今回取り上げたのは、
ビニ本界隈ではかなり有名な作品だと思います。
私は、
本作をずっと見てみたいと思い続けており、
念願かなって購入できたのは、
比較的最近のことでした。
見たことがないのに、
なぜ存在を知っていたのかといいますと、
当時のエロ本で紹介されていたからです。
表紙カットで、
和式便所のなかから顔を出し、
お姉さんのおしっこを口で受け止めているのは中野D児氏です。
中野D児氏は、
私が毎月買っていた「ボディプレス」の二代目編集長でしたし、
当時よく見ていたエロ本で、
取り上げられていることが多かったので、
出演作や、
監督作品に注目するようになりました。
「ビニ本大全集」(昭和57年10月5日発行 東京三世社)に、
本作のことについて語った、中野D児氏のインタビューが掲載されています。
おしっこを飲んだことについての感想も語っていて、
“もー真っ黄っ黄ですよ(笑)。
あれは美味しくないです。とってもニガいものです。
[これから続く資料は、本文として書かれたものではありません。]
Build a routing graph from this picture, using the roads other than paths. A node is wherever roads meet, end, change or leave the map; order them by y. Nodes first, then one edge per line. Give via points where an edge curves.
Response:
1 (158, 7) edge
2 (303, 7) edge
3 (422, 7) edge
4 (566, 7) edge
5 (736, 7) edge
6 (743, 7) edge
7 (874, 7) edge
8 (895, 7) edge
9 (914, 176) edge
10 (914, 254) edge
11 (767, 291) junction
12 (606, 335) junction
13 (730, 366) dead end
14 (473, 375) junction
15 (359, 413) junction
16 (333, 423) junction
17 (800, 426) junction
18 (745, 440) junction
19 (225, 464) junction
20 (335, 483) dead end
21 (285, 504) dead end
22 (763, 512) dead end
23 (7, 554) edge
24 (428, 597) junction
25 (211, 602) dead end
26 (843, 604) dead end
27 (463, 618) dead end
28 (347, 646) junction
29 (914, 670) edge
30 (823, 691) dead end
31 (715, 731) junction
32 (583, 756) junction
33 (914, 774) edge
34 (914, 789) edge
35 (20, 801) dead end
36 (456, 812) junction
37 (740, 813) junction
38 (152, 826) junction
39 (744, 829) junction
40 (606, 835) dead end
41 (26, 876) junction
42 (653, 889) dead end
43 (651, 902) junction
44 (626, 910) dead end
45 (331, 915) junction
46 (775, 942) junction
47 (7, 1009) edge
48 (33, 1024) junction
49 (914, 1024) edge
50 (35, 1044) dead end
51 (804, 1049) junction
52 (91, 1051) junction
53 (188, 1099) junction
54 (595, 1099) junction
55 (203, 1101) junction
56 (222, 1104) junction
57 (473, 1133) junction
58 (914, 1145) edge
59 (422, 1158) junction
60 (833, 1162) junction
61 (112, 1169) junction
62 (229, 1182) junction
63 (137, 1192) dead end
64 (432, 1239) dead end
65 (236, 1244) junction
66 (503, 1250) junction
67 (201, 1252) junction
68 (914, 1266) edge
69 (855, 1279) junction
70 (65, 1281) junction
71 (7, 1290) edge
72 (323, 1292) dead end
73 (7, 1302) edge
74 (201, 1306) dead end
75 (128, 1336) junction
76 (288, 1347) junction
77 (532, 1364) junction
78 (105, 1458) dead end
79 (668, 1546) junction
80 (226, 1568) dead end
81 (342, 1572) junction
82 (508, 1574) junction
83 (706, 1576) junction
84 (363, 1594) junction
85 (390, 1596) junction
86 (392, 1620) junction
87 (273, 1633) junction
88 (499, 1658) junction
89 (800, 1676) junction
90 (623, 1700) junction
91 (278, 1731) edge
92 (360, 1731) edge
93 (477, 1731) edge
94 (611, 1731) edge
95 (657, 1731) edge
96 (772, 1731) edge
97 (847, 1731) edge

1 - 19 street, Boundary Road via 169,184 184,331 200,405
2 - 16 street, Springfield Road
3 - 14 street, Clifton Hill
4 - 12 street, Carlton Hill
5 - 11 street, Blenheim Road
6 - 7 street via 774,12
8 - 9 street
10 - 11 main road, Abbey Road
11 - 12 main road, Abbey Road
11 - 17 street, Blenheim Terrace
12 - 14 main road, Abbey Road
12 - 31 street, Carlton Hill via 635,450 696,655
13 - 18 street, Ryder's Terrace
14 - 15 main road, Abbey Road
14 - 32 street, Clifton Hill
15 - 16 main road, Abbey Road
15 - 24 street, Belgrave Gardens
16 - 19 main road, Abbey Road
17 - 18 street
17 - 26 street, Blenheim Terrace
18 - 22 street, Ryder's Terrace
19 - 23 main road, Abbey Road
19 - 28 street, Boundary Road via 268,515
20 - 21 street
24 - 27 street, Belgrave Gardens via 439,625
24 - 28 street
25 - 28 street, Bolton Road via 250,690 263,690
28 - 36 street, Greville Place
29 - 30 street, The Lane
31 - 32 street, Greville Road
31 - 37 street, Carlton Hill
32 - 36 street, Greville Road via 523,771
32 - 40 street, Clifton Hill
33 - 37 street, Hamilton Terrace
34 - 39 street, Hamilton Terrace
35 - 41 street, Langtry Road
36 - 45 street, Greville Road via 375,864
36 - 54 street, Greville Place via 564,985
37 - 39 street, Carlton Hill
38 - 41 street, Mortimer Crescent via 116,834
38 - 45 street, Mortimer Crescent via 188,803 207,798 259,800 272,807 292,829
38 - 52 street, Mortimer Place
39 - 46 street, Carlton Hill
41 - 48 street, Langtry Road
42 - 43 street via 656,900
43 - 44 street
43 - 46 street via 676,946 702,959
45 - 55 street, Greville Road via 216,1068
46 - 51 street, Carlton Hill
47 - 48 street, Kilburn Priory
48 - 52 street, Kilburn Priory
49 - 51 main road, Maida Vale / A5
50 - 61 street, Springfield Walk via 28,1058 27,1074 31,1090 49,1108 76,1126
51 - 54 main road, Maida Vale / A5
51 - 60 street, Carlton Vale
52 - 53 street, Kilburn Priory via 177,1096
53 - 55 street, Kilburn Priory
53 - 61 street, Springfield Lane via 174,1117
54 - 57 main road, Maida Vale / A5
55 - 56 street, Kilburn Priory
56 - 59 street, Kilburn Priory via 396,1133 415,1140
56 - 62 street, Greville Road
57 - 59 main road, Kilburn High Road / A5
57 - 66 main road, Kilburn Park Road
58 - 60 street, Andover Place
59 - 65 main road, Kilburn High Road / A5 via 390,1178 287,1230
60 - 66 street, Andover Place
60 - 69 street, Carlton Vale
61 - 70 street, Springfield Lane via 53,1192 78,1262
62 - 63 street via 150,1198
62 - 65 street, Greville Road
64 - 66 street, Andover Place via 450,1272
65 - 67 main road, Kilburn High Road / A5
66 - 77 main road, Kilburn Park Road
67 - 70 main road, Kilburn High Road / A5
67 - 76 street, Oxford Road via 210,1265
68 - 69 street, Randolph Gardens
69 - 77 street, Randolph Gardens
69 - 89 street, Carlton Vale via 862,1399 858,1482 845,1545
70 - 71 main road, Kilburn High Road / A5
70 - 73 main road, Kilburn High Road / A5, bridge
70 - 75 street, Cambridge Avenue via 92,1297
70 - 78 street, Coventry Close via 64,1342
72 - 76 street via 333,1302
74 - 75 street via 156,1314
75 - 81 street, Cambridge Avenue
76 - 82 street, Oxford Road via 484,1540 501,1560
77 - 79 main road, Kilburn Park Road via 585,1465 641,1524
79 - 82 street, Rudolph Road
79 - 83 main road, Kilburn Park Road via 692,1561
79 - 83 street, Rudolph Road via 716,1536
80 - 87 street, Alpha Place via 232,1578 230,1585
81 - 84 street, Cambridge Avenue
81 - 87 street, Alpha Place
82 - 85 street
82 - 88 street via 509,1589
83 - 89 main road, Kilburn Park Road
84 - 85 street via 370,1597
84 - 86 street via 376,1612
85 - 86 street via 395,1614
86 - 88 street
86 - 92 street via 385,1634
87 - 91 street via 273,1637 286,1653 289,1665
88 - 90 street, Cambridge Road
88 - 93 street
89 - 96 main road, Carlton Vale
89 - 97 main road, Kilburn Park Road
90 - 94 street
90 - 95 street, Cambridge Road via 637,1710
”とのこと。
また、
「アダルトビデオ10年史」(平成3年3月15日発行 東京三世社)には、
“自叙伝”なるものを中野D児氏本人が書いているのですが、
そのなかに、
モデルは林ユミで、
また、このとき中野D児氏がもらったギャラが1万5千円という話も出てきます。
ひとつの作品の舞台裏や、
出演者のインタビューなどを交えて、
満喫できるのは、
エロ本のマニアならではということで、
とても嬉しいです。
というわけで、
本作の内容ですが、
後半の数ページ以外は、
モデルさんの放尿と、
口をあけて受ける中野D児氏のカットが続きます。
放尿シーンはかなり丁寧に撮影されていて、
おしっこの放物線が、
ひとつのつながりになってなく、
大小さまざまな雫の集合体ということがよくわかります。
ちなみに、
モデルさんの股間にはスミベタが入っていて、
マンコは見えません。
そのため、
露出度は高くないものの、
飲尿のインパクトは大きく、作品はヒットしたようです。
ところで、
本作の中身の最終ページに、
アダルトビデオの広告が掲載されています。
VIP・エンタープライズの、
「ドキュメント 女子便所 Part Ⅰ」ほか、排泄モノのビデオです。
1本30000円とかなりの高額です。
発行は、VIP・エンタープライズで、
発売が群雄新社、
また通販の申し込みも、
群雄新社宛になっていました。
自販機本の版元だったエルシー企画が、
アリス出版と合併したあとで、
旧エルシーの面々が、
アリス出版を離れ、ビニ本発行のために立ち上げたのが群雄社です。
群雄社は、薔薇書房という名前でビニ本を出します。
以前に、以下の2作品を取り上げました。
ビニ本「ドキュメント 女子便所 第1集」(薔薇書房)
ビニ本「噴射!! 女子便所 シリーズ第2弾」(薔薇書房)
また、
群雄社と群雄新社はおなじ会社です。
そして、
VIP・エンタープライズはのちにVIPとなり、
いまでいうセクシー女優出演の、
一般的なアダルトビデオもリリースするのですが、
発足当時は、
群雄社発行のビニ本のカラーが強い、
排泄モノが中心でした。
ところで、
1980年代中頃のある時期、
土曜日の深夜1時、つまり日曜日の午前1時から、
ラジオ短波で「セクシーオールナイト」という番組が放送されていたのを、
このブログのどこかの記事で書きました。
番組は2時間で、
CMも流れていました。
そのうちのひとつが
VIP・エンタープライズのCMでした。
作品は女子便所モノです。
おしっこの排泄音が流れたあと、
「大人のメルヘン……ほかのビデオとひと味違うの」という女性のナレーションが流れました。
番組自体もさることながら、
強烈なCMだったのでよく覚えています。
私はイヤホンをしていつも番組をきいており、
また当時、高校生でしたので、
排泄音が下半身にビンビン響きました。
本作の広告を見て、
VIP・エンタープライズのCMを思い出したわけですが、
そうすると、
本作の発売時期は、1983年ごろだと思われます。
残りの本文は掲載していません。